You may remember that I wrote an article (Confessions of a Naïve Optimist) about one of my first real world tests of ProSocial where my gym (Fitness 19) offered free memberships for anyone who was willing to do an outing with my application. Only about 50 people participated, but the results were eye-opening.
After the Fitness 19 trial, I needed a test with around 200 people. If I was going to prove my algorithm was viable to investors, I needed data from a large sample. Every time I explained the purpose of my company to friends, they would often say, “You know who could benefit from your application? The Arlington Heights Moms Facebook Group. There are always moms on that Facebook page who are looking for friends.”
Since there are more than 9,000 women associated with the page, I figured we could probably get 200 to participate in a trial. In May of 2024, I reached out to the admin who manages the page and pitched the idea. She agreed and I spent the last of my seed money updating my prototype in anticipation of this test, which was slated to launch in August.

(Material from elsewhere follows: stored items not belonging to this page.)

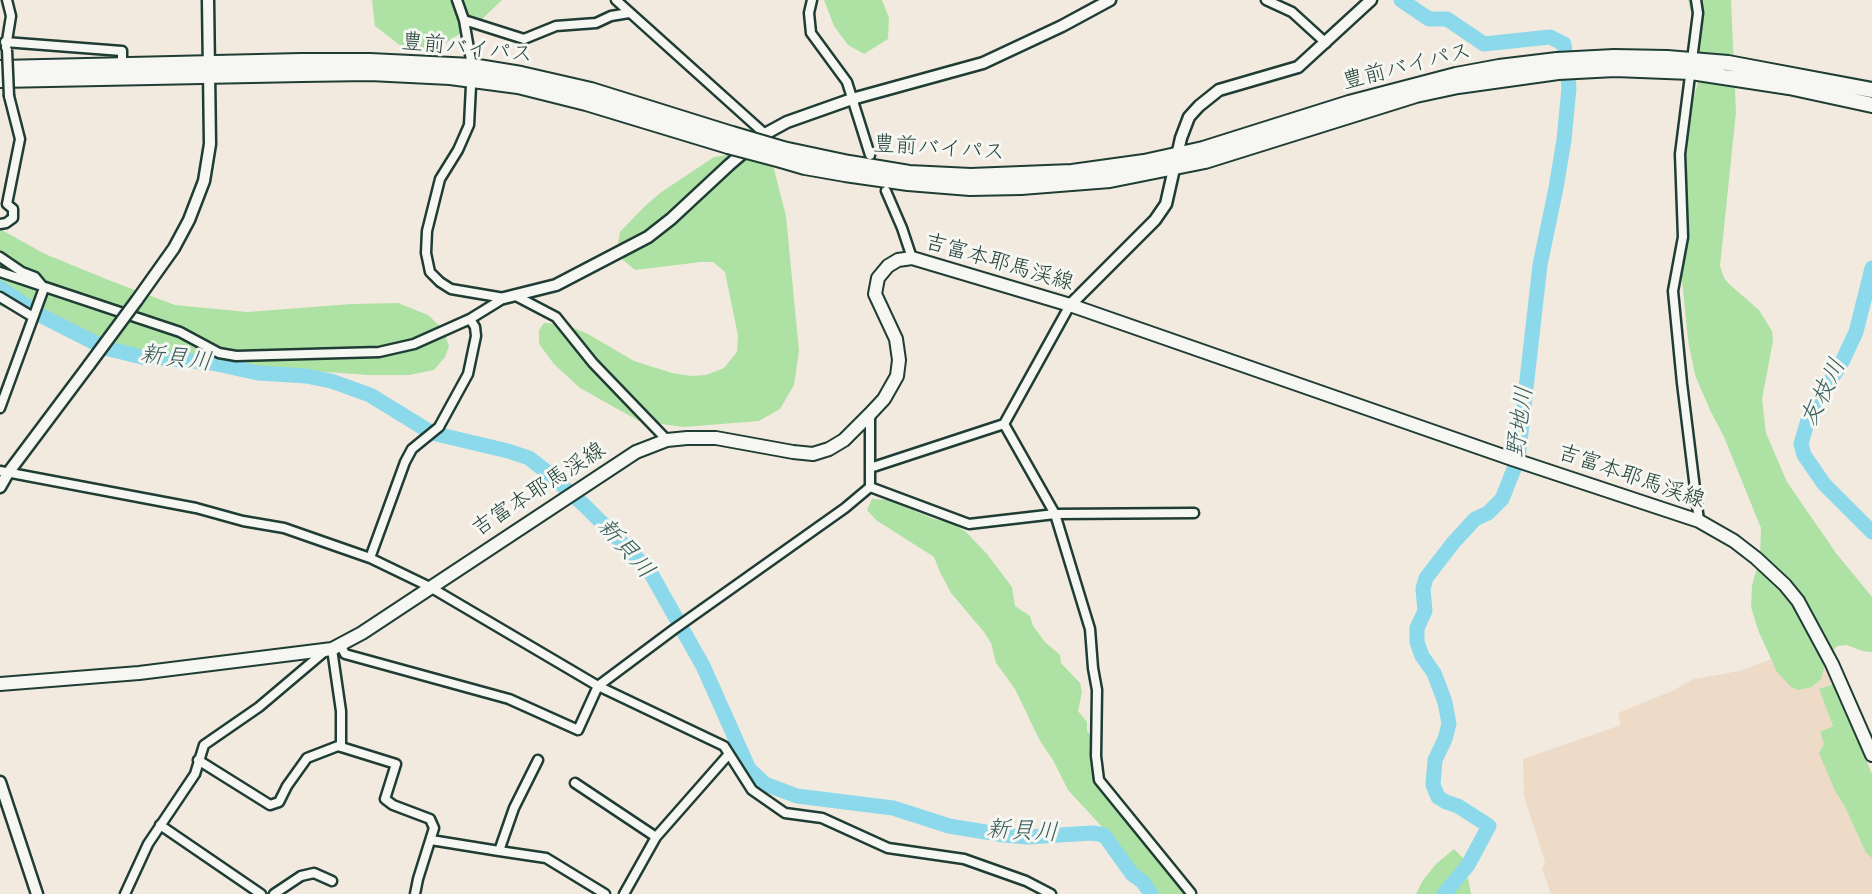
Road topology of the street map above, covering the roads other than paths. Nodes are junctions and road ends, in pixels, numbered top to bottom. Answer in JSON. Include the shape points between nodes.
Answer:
{"nodes":[{"id":1,"x":8,"y":0,"type":"edge"},
{"id":2,"x":208,"y":0,"type":"edge"},
{"id":3,"x":457,"y":0,"type":"edge"},
{"id":4,"x":616,"y":0,"type":"edge"},
{"id":5,"x":812,"y":0,"type":"edge"},
{"id":6,"x":1110,"y":0,"type":"edge"},
{"id":7,"x":1266,"y":0,"type":"edge"},
{"id":8,"x":1371,"y":0,"type":"edge"},
{"id":9,"x":1696,"y":0,"type":"edge"},
{"id":10,"x":629,"y":13,"type":"junction"},
{"id":11,"x":464,"y":20,"type":"junction"},
{"id":12,"x":1326,"y":43,"type":"junction"},
{"id":13,"x":6,"y":46,"type":"junction"},
{"id":14,"x":122,"y":64,"type":"junction"},
{"id":15,"x":1692,"y":66,"type":"junction"},
{"id":16,"x":0,"y":68,"type":"edge"},
{"id":17,"x":208,"y":69,"type":"junction"},
{"id":18,"x":471,"y":73,"type":"junction"},
{"id":19,"x":0,"y":80,"type":"edge"},
{"id":20,"x":1872,"y":90,"type":"edge"},
{"id":21,"x":852,"y":99,"type":"junction"},
{"id":22,"x":1872,"y":105,"type":"edge"},
{"id":23,"x":765,"y":134,"type":"junction"},
{"id":24,"x":870,"y":155,"type":"dead end"},
{"id":25,"x":1177,"y":161,"type":"junction"},
{"id":26,"x":886,"y":191,"type":"dead end"},
{"id":27,"x":0,"y":224,"type":"edge"},
{"id":28,"x":0,"y":257,"type":"edge"},
{"id":29,"x":912,"y":258,"type":"junction"},
{"id":30,"x":0,"y":272,"type":"edge"},
{"id":31,"x":44,"y":288,"type":"junction"},
{"id":32,"x":509,"y":296,"type":"junction"},
{"id":33,"x":0,"y":297,"type":"edge"},
{"id":34,"x":1070,"y":305,"type":"junction"},
{"id":35,"x":33,"y":317,"type":"junction"},
{"id":36,"x":470,"y":319,"type":"junction"},
{"id":37,"x":0,"y":408,"type":"edge"},
{"id":38,"x":870,"y":414,"type":"junction"},
{"id":39,"x":1004,"y":424,"type":"junction"},
{"id":40,"x":667,"y":440,"type":"junction"},
{"id":41,"x":870,"y":468,"type":"junction"},
{"id":42,"x":4,"y":472,"type":"edge"},
{"id":43,"x":0,"y":487,"type":"edge"},
{"id":44,"x":870,"y":487,"type":"junction"},
{"id":45,"x":1194,"y":513,"type":"dead end"},
{"id":46,"x":1055,"y":514,"type":"junction"},
{"id":47,"x":1699,"y":521,"type":"junction"},
{"id":48,"x":370,"y":558,"type":"junction"},
{"id":49,"x":430,"y":587,"type":"junction"},
{"id":50,"x":332,"y":649,"type":"junction"},
{"id":51,"x":0,"y":684,"type":"edge"},
{"id":52,"x":598,"y":686,"type":"junction"},
{"id":53,"x":341,"y":747,"type":"junction"},
{"id":54,"x":729,"y":754,"type":"junction"},
{"id":55,"x":1872,"y":755,"type":"edge"},
{"id":56,"x":198,"y":760,"type":"junction"},
{"id":57,"x":538,"y":760,"type":"dead end"},
{"id":58,"x":0,"y":782,"type":"edge"},
{"id":59,"x":575,"y":783,"type":"dead end"},
{"id":60,"x":160,"y":825,"type":"junction"},
{"id":61,"x":656,"y":837,"type":"junction"},
{"id":62,"x":431,"y":840,"type":"junction"},
{"id":63,"x":499,"y":851,"type":"junction"},
{"id":64,"x":332,"y":881,"type":"dead end"},
{"id":65,"x":37,"y":894,"type":"edge"},
{"id":66,"x":125,"y":894,"type":"edge"},
{"id":67,"x":261,"y":894,"type":"edge"},
{"id":68,"x":274,"y":894,"type":"edge"},
{"id":69,"x":415,"y":894,"type":"edge"},
{"id":70,"x":605,"y":894,"type":"edge"},
{"id":71,"x":624,"y":894,"type":"edge"},
{"id":72,"x":1051,"y":894,"type":"edge"},
{"id":73,"x":1191,"y":894,"type":"edge"}],
"edges":[{"from":1,"to":13,"type":"street","via":[[11,16]]},
{"from":2,"to":17,"type":"street"},
{"from":3,"to":11,"type":"street"},
{"from":4,"to":10,"type":"street"},
{"from":5,"to":21,"type":"street","via":[[808,13],[811,33],[847,82]]},
{"from":6,"to":21,"type":"street","via":[[983,63]]},
{"from":7,"to":12,"type":"street","via":[[1292,12]]},
{"from":8,"to":12,"type":"street"},
{"from":9,"to":15,"type":"street"},
{"from":10,"to":11,"type":"street","via":[[596,23],[556,26],[524,39]]},
{"from":10,"to":23,"type":"street"},
{"from":11,"to":18,"type":"street"},
{"from":12,"to":25,"type":"street","via":[[1298,68],[1219,90],[1189,117]]},
{"from":13,"to":14,"type":"street","via":[[122,51]]},
{"from":13,"to":27,"type":"street","bridge":true,"via":[[9,96],[20,139],[7,204],[13,209],[14,218]]},
{"from":14,"to":16,"type":"highway","name":"豊前バイパス"},
{"from":14,"to":17,"type":"highway","name":"豊前バイパス"},
{"from":15,"to":20,"type":"highway","name":"豊前バイパス","via":[[1728,63]]},
{"from":15,"to":22,"type":"highway","name":"豊前バイパス"},
{"from":15,"to":25,"type":"highway","name":"豊前バイパス","via":[[1558,72],[1458,86],[1416,95],[1277,140]]},
{"from":15,"to":47,"type":"street","via":[[1680,154],[1683,237],[1673,291]]},
{"from":17,"to":18,"type":"highway","name":"豊前バイパス"},
{"from":17,"to":19,"type":"highway","name":"豊前バイパス"},
{"from":17,"to":42,"type":"street","bridge":true,"via":[[210,144],[204,181],[189,220],[137,300]]},
{"from":18,"to":25,"type":"highway","name":"豊前バイパス","bridge":true,"via":[[782,154],[805,167],[908,183],[970,188],[1072,184],[1110,180]]},
{"from":18,"to":32,"type":"street","via":[[469,125],[440,179],[427,231],[426,253],[430,272],[451,288]]},
{"from":21,"to":23,"type":"street"},
{"from":21,"to":24,"type":"street"},
{"from":23,"to":32,"type":"street","via":[[648,237],[556,285]]},
{"from":25,"to":34,"type":"street","via":[[1166,204],[1155,220]]},
{"from":26,"to":29,"type":"street"},
{"from":28,"to":31,"type":"street","via":[[35,277]]},
{"from":29,"to":34,"type":"main road","name":"吉富本耶馬渓線"},
{"from":29,"to":38,"type":"main road","name":"吉富本耶馬渓線","via":[[898,260],[878,278],[875,294],[896,339],[899,360],[897,376]]},
{"from":30,"to":31,"type":"street"},
{"from":31,"to":35,"type":"street"},
{"from":31,"to":36,"type":"street","via":[[169,329],[219,353],[236,356],[379,352],[414,344]]},
{"from":32,"to":36,"type":"street"},
{"from":32,"to":40,"type":"street","via":[[556,317],[593,363]]},
{"from":33,"to":35,"type":"street"},
{"from":34,"to":39,"type":"street"},
{"from":34,"to":47,"type":"main road","name":"吉富本耶馬渓線"},
{"from":35,"to":37,"type":"street"},
{"from":36,"to":48,"type":"street","via":[[477,336],[468,374],[439,427],[412,449],[405,462]]},
{"from":38,"to":40,"type":"main road","name":"吉富本耶馬渓線","via":[[844,440],[813,454],[716,438]]},
{"from":38,"to":41,"type":"street"},
{"from":39,"to":41,"type":"street"},
{"from":39,"to":46,"type":"street"},
{"from":40,"to":49,"type":"main road","name":"吉富本耶馬渓線","via":[[636,452]]},
{"from":41,"to":44,"type":"street"},
{"from":42,"to":43,"type":"street"},
{"from":42,"to":48,"type":"street","via":[[284,528]]},
{"from":44,"to":46,"type":"street","via":[[969,524]]},
{"from":44,"to":52,"type":"street"},
{"from":45,"to":46,"type":"street"},
{"from":46,"to":73,"type":"street","via":[[1090,629],[1097,690],[1099,780]]},
{"from":47,"to":55,"type":"main road","name":"吉富本耶馬渓線","via":[[1756,558],[1798,601],[1832,664]]},
{"from":48,"to":49,"type":"street"},
{"from":49,"to":50,"type":"main road","name":"吉富本耶馬渓線"},
{"from":49,"to":52,"type":"street"},
{"from":50,"to":51,"type":"main road","name":"吉富本耶馬渓線","via":[[139,673]]},
{"from":50,"to":52,"type":"street","via":[[509,699],[578,730]]},
{"from":50,"to":53,"type":"street","via":[[341,711]]},
{"from":50,"to":56,"type":"street","via":[[204,745]]},
{"from":52,"to":54,"type":"street","via":[[724,746]]},
{"from":53,"to":56,"type":"street","via":[[307,758],[279,802],[270,805]]},
{"from":53,"to":62,"type":"street","via":[[396,764],[385,800],[430,819],[434,828]]},
{"from":54,"to":61,"type":"street"},
{"from":54,"to":72,"type":"street","via":[[752,790],[785,813],[822,818],[888,848],[964,860],[1026,881]]},
{"from":56,"to":60,"type":"street","via":[[195,774]]},
{"from":57,"to":63,"type":"street","via":[[514,808]]},
{"from":58,"to":65,"type":"street"},
{"from":59,"to":61,"type":"street"},
{"from":60,"to":66,"type":"street"},
{"from":60,"to":67,"type":"street"},
{"from":61,"to":71,"type":"street"},
{"from":62,"to":63,"type":"street"},
{"from":62,"to":69,"type":"street"},
{"from":63,"to":70,"type":"street","via":[[546,858]]},
{"from":64,"to":68,"type":"street","via":[[314,873],[301,876]]}]}
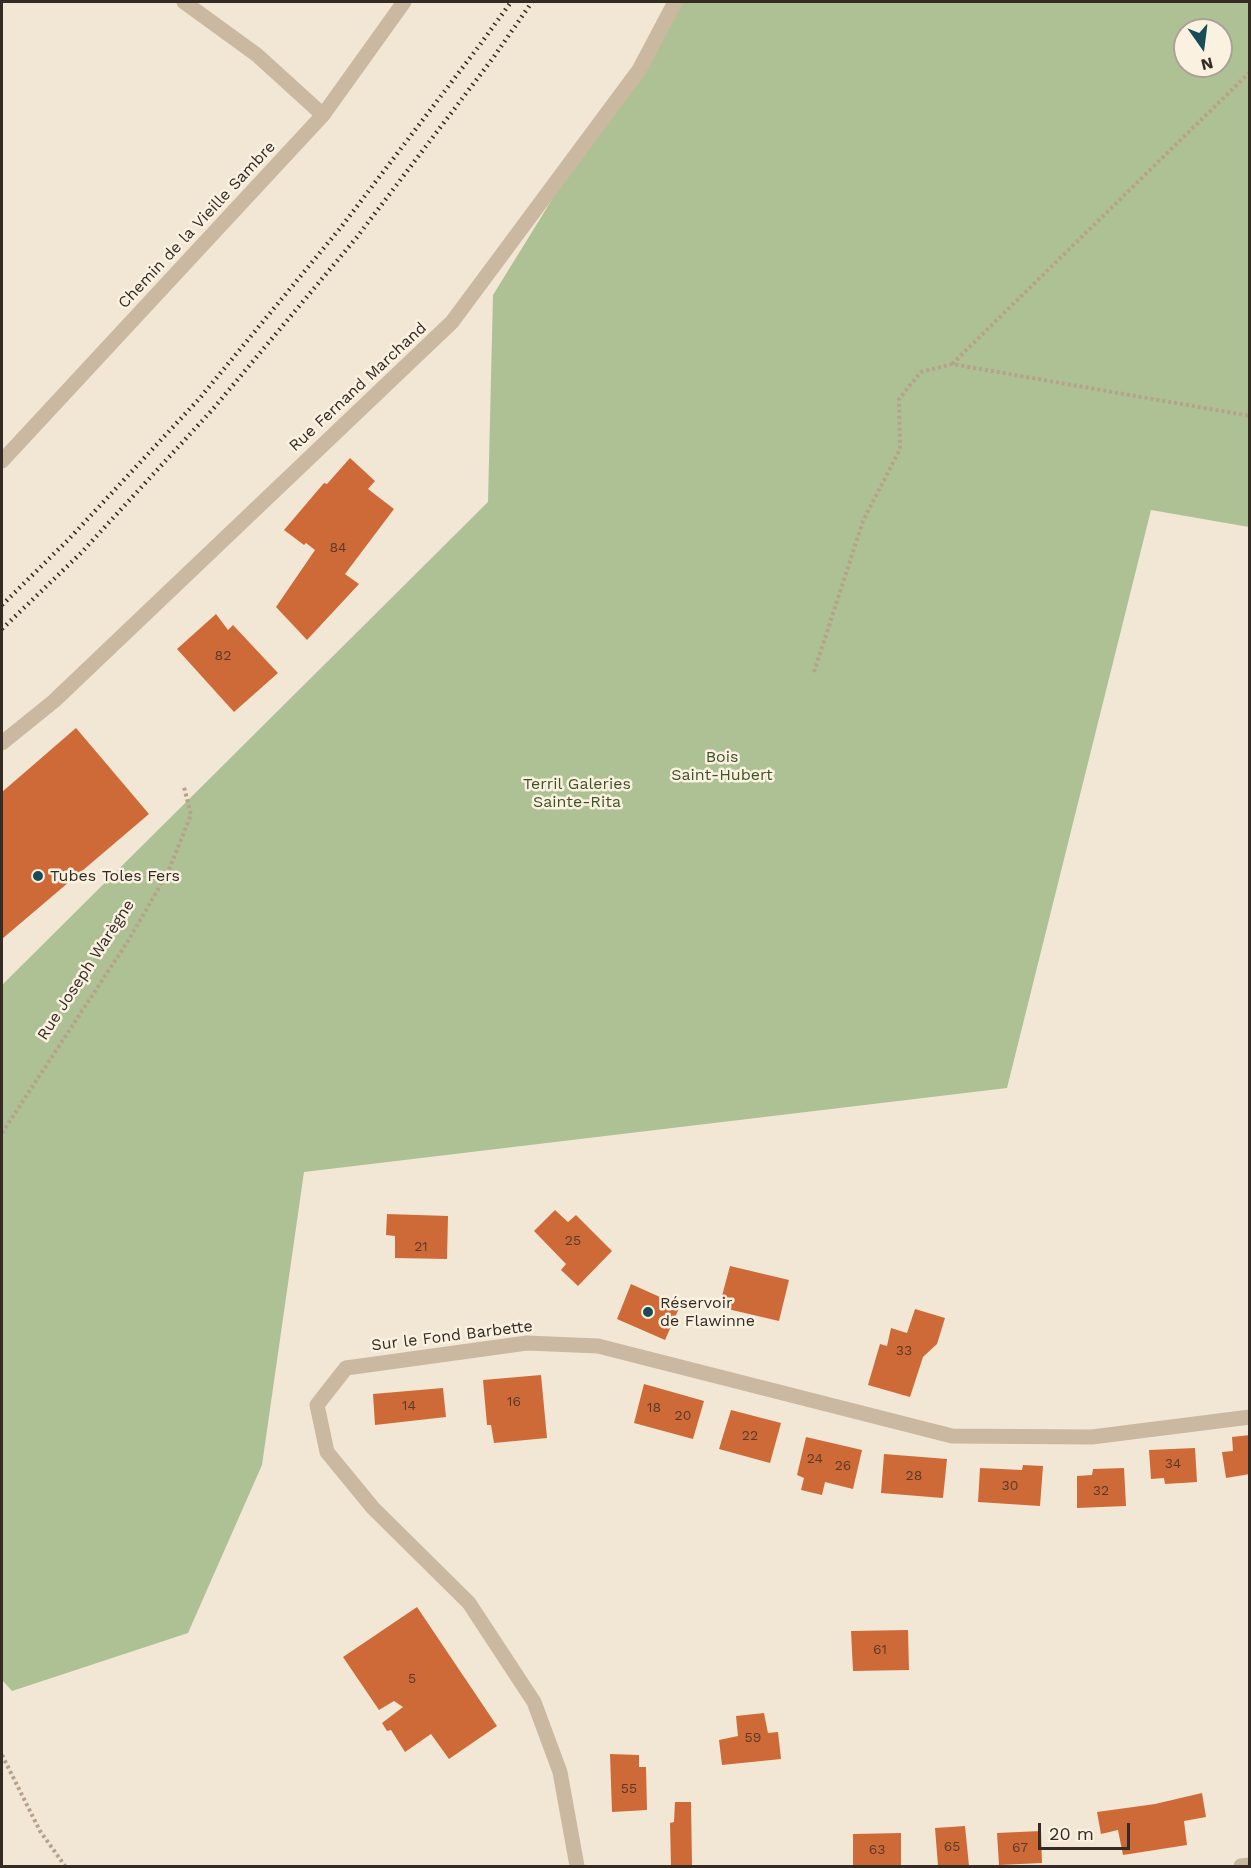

In the runup to the trial, we posted several updates about my company and the opportunity to meet new friends. Many women expressed interest. However, when August came around and we posted for signups to begin, the admin kept rejecting the post saying that I was promoting a business, which was not allowed on their Facebook page. I was obviously confused. I had received permission. Why was the admin suddenly changing her tune?
What I didn’t know is that they rotate admins. The admin who approved my trial in May was not the same admin who was now approving posts in August. We contested the decision, but this new admin was obstinate. I did my best to work around the block by getting people I knew to post about the ProSocial opportunity on their personal Facebook page, but without the ability to directly post to the moms’ group, we simply could not get in front of enough eyes. In the end, only 30 women signed up and I had a few hundred dollars left in my account.
Dealing with Devastation
I’ve rarely been in a position where a single individual held so much power over my life. What was crazy is how this person was anonymous. She was shielded behind a neutral admin account. At one point, I was lamenting over my situation to a lawyer friend of mine who offered to file a lawsuit on my behalf to retrieve the lost money. He explained that, legally, I had a binding contract with the group when the original admin agreed to my proposal. I considered this option for about a millisecond. Even though I would be justified in filing a suit, it would damage my reputation beyond repair to take a bunch of moms to court who volunteer their time to manage a Facebook page.
In accordance with my word of the year, I embodied patience and let it go. Although I didn’t know it at the time, the Facebook debacle wouldn’t even be my lowest point. As a result of the Facebook chatter around my app, a woman in the area who runs our local TEDx conference reached out to see if I would be interested in supporting the conference. If I gave my financial support, she agreed I could run a ProSocial test with the conference attendees (about 150 people in total). I just needed to come up with a creative method for inspiring them to sign up by including a gift for the gift bags.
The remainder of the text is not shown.